There was, however, one theme discussed back then by Soviet military thinkers that impressed me as being highly relevant for understanding certain conflicts now—especially the one in Syria. Some of the Brezhnev era Soviet military thinkers were making a genuine effort to accurately understand the new types of conflict that were then occurring. One of these they termed: wars between the people and a regime of extreme reaction. What they understood about these conflicts between a dictatorial regime and its opponents was that they were not conflicts between two parties, but among three. Here’s what I wrote in my book’s conclusion about the implications of their envisioning these conflicts in this way:
“In wars between the people and a regime of extreme reaction…[b]oth communists and non-communists united to fight the dictatorship, with each group hoping later to establish its preferred form of government (dictatorship of the proletariat or republican democracy). The communists in such a civil war may well initially be a relatively small and weak group compared to the non-communists fighting the dictatorship. However…the communists stand a good chance of eventually coming to power despite their initially weak position. For while the United States is supporting the dictatorship, the Soviet Union will support the communists, making them stronger compared to the non-communist opposition….When the dictatorship eventually falls, the communists are often in a position to take power since they have received outside support from the USSR and its allies while the non-communists have received nothing…. Either of these could come to power, and so Soviet support of the communists increases the communists’ chances of actually doing so. The Americans, of course, also have the opportunity of supporting the non-communist opposition, but because of the rigidity of American thinking, the U.S. does not do this. This is an error that the Soviets can take advantage of.” (pp. 129-30)

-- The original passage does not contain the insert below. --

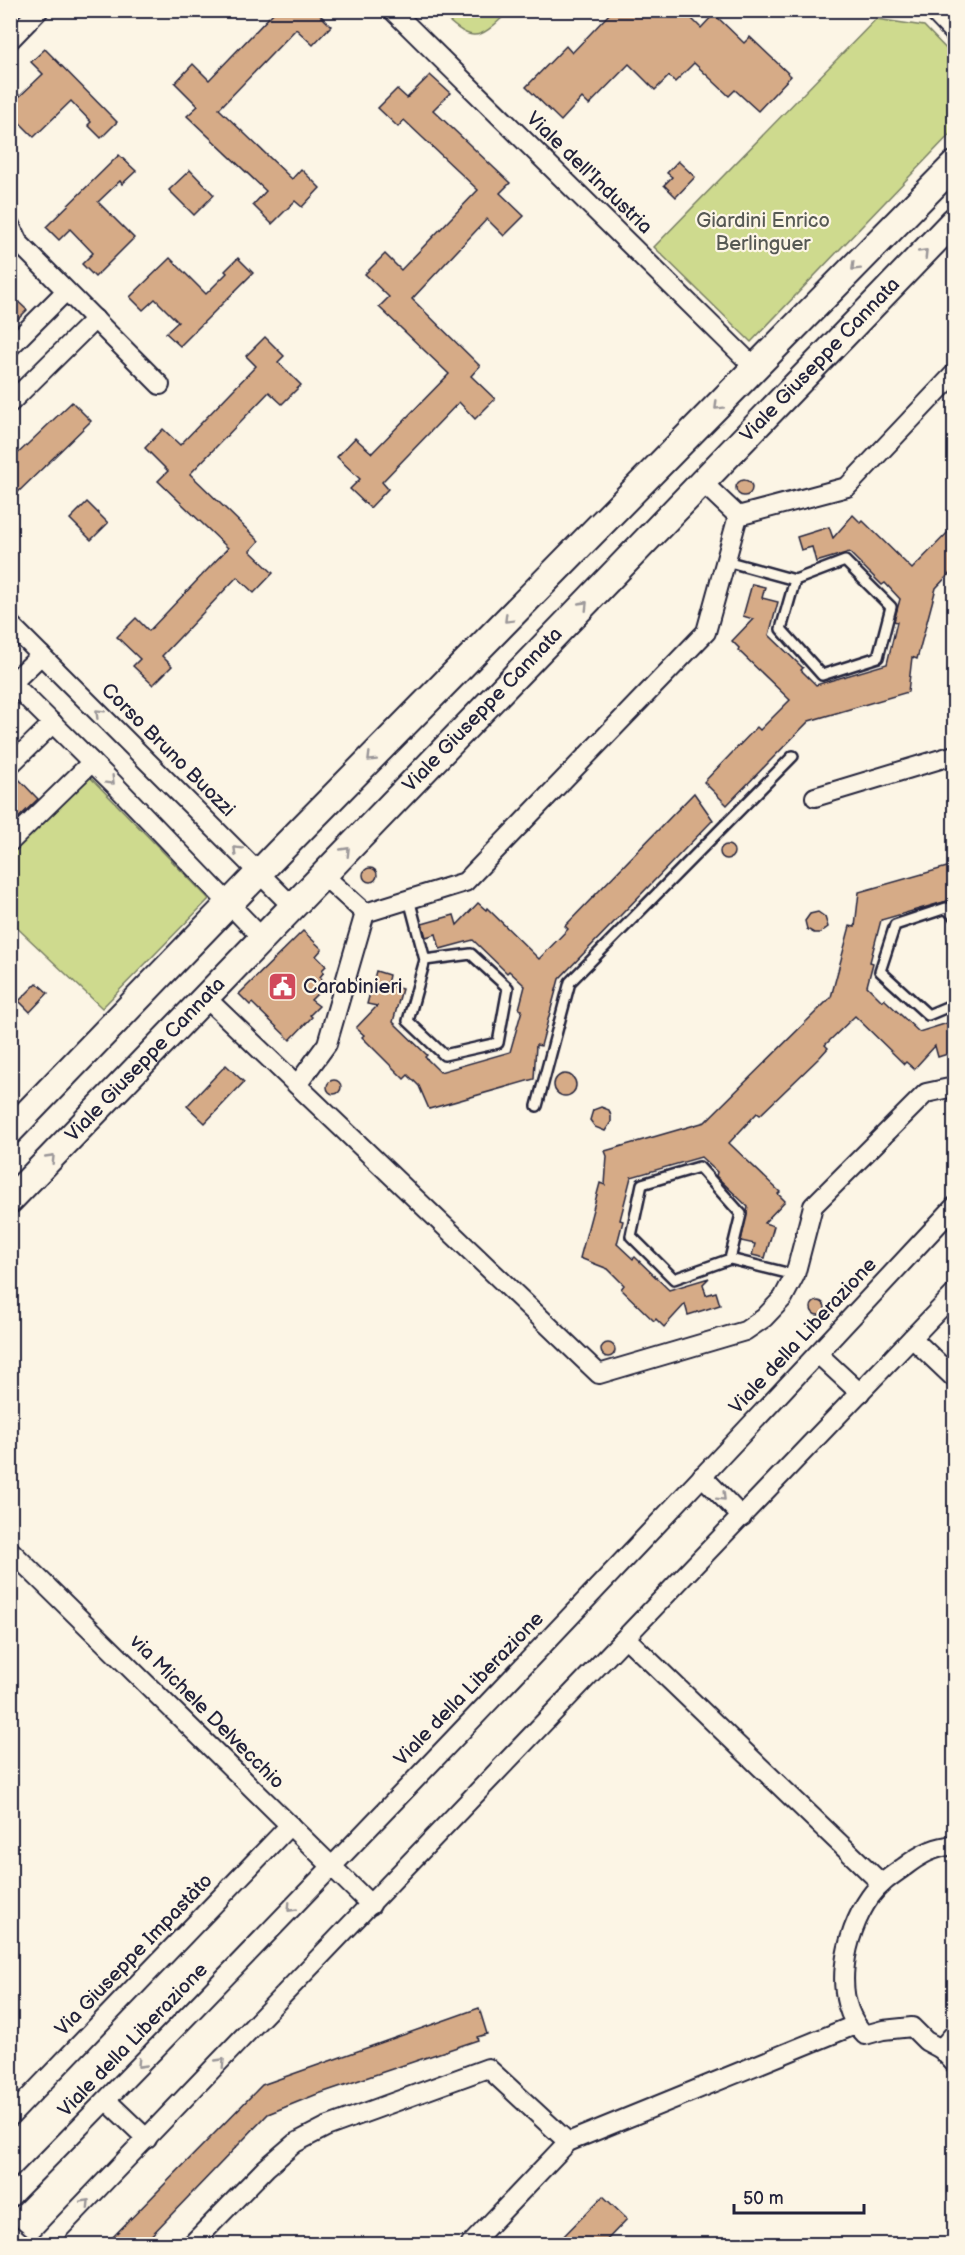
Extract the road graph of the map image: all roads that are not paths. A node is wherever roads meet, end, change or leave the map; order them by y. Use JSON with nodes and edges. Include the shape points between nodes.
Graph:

While re-reading what I had written over thirty years ago, it struck me that the same logic—with updated terms—could be used for understanding the current conflict in Syria: In wars between the people and a regime of extreme reaction, both radicals and moderates unite to fight the dictatorship, with each group hoping later to establish its preferred form of government (radical Islamist rule or some form of democracy). The radicals in such a civil war may well initially be a relatively small and weak group compared to the moderates fighting the dictatorship. However, the radicals stand a good chance of eventually coming to power despite their initially weak position. For while some external forces are supporting the dictatorship, others will support the radicals, making them stronger compared to the moderate opposition. When the dictatorship eventually falls, the radicals are often in a position to take power since they have received outside support from their allies while the moderates have received nothing. Either of these could come to power, and so external support of the radicals increases their chances of actually doing so. The Americans, of course, also have the opportunity of supporting the moderate opposition, but because of the rigidity of American thinking, the U.S. does not do this. This is an error that the radicals can take advantage of.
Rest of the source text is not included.